Not knowing your history and awful education leads to entire countries of people that dont know what communism actually is, never learned about organized workers movements (despite capitalism being the system), and can't recognize fascism when it's staring them in the face.
It's not a coincidence bigots are densely populated in areas with awful education systems. And it's not a coincidence they don't even see it as bigotry.
My kid is 9. She knows about police brutality, classism, and racism and why we fight it. She had to. She's brown kid, poor, and ADHD; naive by nature for the moment and I don't want her being taken advantage of or exploited. It's why she knows about boundaries, saying "no", and listening to herself.
This year during PRIDE she'll learn about stonewall and why we're still fighting for that too. She's old enough to tag along and participate with more understanding so she will. She's learned about bodily autonomy and women's rights as well. And she's learned about having a healthy relationship with nature; to respect the critters, plants, water, and climate.
Protest and fighting and standing up for yourself and your rights and being a good ally are all family values in my house. And if the school won't teach that to her then it's on me, just like it's on all of us.
And no, she doesn't know or understand enough to have a whole debate but she's 9. There's still so much time to teach her more. But she understands the basics and for kids, it really doesn't need to be more complicated than that because she's just interacting with other kids.
I taught her about police & homophobia in 2020 as soon as I got her back from her homophobic dad. She was 6.
It was as easy as "But I'm a gay people too & when you say theyre gross that hurts my feelings. Do you have to think what your dad thinks?"

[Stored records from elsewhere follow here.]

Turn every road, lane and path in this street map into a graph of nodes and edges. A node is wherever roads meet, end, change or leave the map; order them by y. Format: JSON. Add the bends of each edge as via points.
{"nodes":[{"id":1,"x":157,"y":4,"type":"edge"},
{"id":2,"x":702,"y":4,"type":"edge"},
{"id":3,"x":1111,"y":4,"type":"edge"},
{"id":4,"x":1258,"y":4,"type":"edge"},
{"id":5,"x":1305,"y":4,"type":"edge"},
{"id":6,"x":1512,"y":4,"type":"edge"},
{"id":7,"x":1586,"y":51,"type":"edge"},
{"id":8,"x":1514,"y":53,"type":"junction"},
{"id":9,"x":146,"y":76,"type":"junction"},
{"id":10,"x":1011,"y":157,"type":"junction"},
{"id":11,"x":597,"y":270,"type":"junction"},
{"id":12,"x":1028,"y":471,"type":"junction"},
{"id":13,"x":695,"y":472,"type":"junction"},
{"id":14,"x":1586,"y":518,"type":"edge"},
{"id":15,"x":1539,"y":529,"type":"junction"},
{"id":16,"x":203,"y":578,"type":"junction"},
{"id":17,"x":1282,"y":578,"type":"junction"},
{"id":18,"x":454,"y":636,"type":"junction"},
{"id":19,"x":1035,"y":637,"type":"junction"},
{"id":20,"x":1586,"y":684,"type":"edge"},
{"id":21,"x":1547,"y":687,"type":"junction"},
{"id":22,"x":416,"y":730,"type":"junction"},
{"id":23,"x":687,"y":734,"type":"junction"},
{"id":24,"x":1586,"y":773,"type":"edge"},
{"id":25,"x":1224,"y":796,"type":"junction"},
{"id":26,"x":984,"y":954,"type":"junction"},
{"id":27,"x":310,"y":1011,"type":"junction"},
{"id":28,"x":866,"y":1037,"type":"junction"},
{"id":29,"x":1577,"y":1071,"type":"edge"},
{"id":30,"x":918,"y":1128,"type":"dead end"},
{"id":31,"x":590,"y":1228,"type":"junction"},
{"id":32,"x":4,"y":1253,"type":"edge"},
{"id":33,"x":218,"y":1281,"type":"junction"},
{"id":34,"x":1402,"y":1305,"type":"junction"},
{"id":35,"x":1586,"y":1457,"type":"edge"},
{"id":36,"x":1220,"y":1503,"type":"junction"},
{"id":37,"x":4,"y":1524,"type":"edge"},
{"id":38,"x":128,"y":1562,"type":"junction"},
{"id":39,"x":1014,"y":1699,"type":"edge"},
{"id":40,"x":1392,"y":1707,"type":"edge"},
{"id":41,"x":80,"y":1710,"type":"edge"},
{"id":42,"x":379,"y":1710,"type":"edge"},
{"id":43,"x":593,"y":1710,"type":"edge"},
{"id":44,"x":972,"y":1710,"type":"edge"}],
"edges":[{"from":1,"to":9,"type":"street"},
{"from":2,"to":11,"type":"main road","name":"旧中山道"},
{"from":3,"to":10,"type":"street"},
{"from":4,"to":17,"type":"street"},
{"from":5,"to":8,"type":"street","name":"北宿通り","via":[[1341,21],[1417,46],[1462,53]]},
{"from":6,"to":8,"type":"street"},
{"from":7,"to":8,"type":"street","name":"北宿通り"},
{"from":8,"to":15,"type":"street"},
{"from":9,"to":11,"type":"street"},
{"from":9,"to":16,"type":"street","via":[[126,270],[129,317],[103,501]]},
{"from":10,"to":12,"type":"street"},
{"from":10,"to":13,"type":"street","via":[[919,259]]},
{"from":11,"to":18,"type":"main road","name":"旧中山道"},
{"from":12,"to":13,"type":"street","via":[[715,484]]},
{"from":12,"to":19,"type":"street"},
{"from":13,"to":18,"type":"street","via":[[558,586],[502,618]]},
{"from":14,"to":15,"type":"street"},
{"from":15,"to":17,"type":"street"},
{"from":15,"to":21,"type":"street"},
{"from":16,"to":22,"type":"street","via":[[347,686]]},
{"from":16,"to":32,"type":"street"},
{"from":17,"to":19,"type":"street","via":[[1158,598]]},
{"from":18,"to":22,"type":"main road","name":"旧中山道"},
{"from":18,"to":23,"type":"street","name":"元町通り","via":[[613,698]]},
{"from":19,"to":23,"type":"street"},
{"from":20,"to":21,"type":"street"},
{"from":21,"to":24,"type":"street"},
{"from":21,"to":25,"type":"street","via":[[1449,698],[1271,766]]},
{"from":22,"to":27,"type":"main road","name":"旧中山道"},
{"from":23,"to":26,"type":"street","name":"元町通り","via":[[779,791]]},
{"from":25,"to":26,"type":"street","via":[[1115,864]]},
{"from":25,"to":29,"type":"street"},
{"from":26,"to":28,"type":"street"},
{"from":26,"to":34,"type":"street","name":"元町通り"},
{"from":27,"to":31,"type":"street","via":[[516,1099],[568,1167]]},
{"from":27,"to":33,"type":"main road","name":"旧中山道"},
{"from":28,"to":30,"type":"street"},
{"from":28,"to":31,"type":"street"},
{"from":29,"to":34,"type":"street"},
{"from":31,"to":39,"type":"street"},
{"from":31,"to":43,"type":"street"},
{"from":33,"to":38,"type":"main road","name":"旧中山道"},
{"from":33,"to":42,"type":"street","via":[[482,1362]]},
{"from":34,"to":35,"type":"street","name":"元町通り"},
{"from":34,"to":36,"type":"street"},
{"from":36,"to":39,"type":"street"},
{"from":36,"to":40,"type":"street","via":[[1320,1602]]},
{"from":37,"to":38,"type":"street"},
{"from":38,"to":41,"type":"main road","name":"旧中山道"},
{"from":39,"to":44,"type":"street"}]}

Giving her the freedom to make that choice herself, to disagree, and grow out of it and end that association with "gross" was the best thing I could've done for her. Cuz guess who told me she might like boys and girls 3 years later?
Those many tiny talks over time could've saved her from decades of shame induced trauma.
Our kids deserve everything. And they deserve better. We must teach them that and we need to teach them to fight for it. Teach them what to fight against.
They aren't too young. Give them more credit. "Think of the children" by educating yours.